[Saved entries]
----------

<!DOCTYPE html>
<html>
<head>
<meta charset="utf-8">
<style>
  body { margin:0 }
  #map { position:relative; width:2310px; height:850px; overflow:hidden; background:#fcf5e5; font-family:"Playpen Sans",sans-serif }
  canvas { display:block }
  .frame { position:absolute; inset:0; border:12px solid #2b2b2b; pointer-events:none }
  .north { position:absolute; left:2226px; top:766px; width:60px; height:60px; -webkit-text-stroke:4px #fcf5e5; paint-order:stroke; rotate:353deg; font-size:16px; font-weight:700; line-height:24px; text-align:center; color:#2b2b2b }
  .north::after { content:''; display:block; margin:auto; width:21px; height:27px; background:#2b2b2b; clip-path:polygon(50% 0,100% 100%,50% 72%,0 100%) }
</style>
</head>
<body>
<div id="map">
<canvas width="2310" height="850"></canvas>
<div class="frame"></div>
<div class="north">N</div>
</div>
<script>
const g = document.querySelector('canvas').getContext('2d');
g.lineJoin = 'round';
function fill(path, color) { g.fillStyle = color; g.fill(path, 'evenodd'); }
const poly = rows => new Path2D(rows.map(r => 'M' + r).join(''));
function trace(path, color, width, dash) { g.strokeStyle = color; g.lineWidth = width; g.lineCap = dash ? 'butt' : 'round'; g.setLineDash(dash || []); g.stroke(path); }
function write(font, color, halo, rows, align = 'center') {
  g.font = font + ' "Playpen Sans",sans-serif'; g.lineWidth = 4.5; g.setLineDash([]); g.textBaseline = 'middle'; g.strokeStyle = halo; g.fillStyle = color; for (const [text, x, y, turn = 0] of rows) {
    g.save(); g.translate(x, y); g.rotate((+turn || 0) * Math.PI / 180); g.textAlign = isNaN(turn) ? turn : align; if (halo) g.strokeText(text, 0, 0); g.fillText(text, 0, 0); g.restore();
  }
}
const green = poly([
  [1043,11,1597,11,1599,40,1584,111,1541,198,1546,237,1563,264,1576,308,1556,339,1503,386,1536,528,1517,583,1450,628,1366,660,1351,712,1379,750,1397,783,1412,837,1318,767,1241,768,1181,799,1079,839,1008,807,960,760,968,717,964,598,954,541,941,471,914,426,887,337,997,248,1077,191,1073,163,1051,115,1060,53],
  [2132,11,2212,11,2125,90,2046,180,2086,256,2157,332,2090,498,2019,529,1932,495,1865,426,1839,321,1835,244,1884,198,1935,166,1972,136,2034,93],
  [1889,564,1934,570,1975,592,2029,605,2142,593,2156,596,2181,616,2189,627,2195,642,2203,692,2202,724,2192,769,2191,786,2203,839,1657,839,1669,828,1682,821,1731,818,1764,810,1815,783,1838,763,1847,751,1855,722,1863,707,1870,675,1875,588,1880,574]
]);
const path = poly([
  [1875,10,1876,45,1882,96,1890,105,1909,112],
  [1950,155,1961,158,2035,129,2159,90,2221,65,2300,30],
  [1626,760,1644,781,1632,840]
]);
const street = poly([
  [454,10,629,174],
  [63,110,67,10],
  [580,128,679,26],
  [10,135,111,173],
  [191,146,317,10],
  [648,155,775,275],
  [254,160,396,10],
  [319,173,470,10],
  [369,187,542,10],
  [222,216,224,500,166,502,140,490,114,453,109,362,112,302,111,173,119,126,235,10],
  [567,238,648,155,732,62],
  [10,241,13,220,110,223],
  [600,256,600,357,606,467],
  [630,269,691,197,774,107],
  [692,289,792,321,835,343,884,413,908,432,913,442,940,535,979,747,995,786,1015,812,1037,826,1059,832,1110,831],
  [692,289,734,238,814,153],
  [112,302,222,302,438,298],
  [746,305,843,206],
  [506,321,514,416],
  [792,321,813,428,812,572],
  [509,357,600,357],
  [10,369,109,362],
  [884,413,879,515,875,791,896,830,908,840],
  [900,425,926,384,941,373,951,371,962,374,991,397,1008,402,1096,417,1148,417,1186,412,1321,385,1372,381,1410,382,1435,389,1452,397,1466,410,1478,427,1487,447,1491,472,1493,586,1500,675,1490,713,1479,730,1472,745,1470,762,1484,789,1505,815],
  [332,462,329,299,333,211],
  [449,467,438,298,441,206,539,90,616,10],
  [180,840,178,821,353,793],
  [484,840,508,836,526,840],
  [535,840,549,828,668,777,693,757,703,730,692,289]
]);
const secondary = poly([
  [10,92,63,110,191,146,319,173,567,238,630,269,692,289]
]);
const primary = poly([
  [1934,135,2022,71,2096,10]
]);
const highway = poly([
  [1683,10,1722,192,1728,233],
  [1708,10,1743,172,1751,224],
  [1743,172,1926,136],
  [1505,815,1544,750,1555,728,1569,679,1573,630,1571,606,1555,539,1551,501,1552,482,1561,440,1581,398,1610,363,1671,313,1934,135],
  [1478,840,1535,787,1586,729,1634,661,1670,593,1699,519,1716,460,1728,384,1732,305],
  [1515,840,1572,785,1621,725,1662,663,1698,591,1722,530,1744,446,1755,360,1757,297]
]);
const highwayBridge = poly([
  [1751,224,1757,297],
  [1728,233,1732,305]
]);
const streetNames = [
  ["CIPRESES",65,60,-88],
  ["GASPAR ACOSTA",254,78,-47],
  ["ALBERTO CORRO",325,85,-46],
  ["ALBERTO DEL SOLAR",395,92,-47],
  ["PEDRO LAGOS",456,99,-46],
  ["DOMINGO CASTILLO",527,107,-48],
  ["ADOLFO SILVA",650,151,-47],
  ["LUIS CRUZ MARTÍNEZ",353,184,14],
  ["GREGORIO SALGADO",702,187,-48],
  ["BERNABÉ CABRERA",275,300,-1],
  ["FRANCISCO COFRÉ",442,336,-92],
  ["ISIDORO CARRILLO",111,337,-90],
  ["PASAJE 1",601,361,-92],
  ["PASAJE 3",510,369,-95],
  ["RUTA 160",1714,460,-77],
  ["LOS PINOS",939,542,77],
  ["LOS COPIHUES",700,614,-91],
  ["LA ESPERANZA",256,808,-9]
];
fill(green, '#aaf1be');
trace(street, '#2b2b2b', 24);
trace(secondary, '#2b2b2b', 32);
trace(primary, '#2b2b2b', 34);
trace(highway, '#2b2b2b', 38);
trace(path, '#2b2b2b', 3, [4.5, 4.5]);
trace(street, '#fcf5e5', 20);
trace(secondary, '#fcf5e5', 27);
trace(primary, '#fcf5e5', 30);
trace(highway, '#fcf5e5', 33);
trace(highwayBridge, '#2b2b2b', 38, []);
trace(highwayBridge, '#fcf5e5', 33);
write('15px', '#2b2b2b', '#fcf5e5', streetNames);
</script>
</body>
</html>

----------

**ASSIGNED TASK:** When the line containing "function fill(path, color)" is reached, include it and stop. Until then, output each line of the entries exactly as given, starting from the first.

**TASK RESPONSE:**
<!DOCTYPE html>
<html>
<head>
<meta charset="utf-8">
<style>
  body { margin:0 }
  #map { position:relative; width:2310px; height:850px; overflow:hidden; background:#fcf5e5; font-family:"Playpen Sans",sans-serif }
  canvas { display:block }
  .frame { position:absolute; inset:0; border:12px solid #2b2b2b; pointer-events:none }
  .north { position:absolute; left:2226px; top:766px; width:60px; height:60px; -webkit-text-stroke:4px #fcf5e5; paint-order:stroke; rotate:353deg; font-size:16px; font-weight:700; line-height:24px; text-align:center; color:#2b2b2b }
  .north::after { content:''; display:block; margin:auto; width:21px; height:27px; background:#2b2b2b; clip-path:polygon(50% 0,100% 100%,50% 72%,0 100%) }
</style>
</head>
<body>
<div id="map">
<canvas width="2310" height="850"></canvas>
<div class="frame"></div>
<div class="north">N</div>
</div>
<script>
const g = document.querySelector('canvas').getContext('2d');
g.lineJoin = 'round';
function fill(path, color) { g.fillStyle = color; g.fill(path, 'evenodd'); }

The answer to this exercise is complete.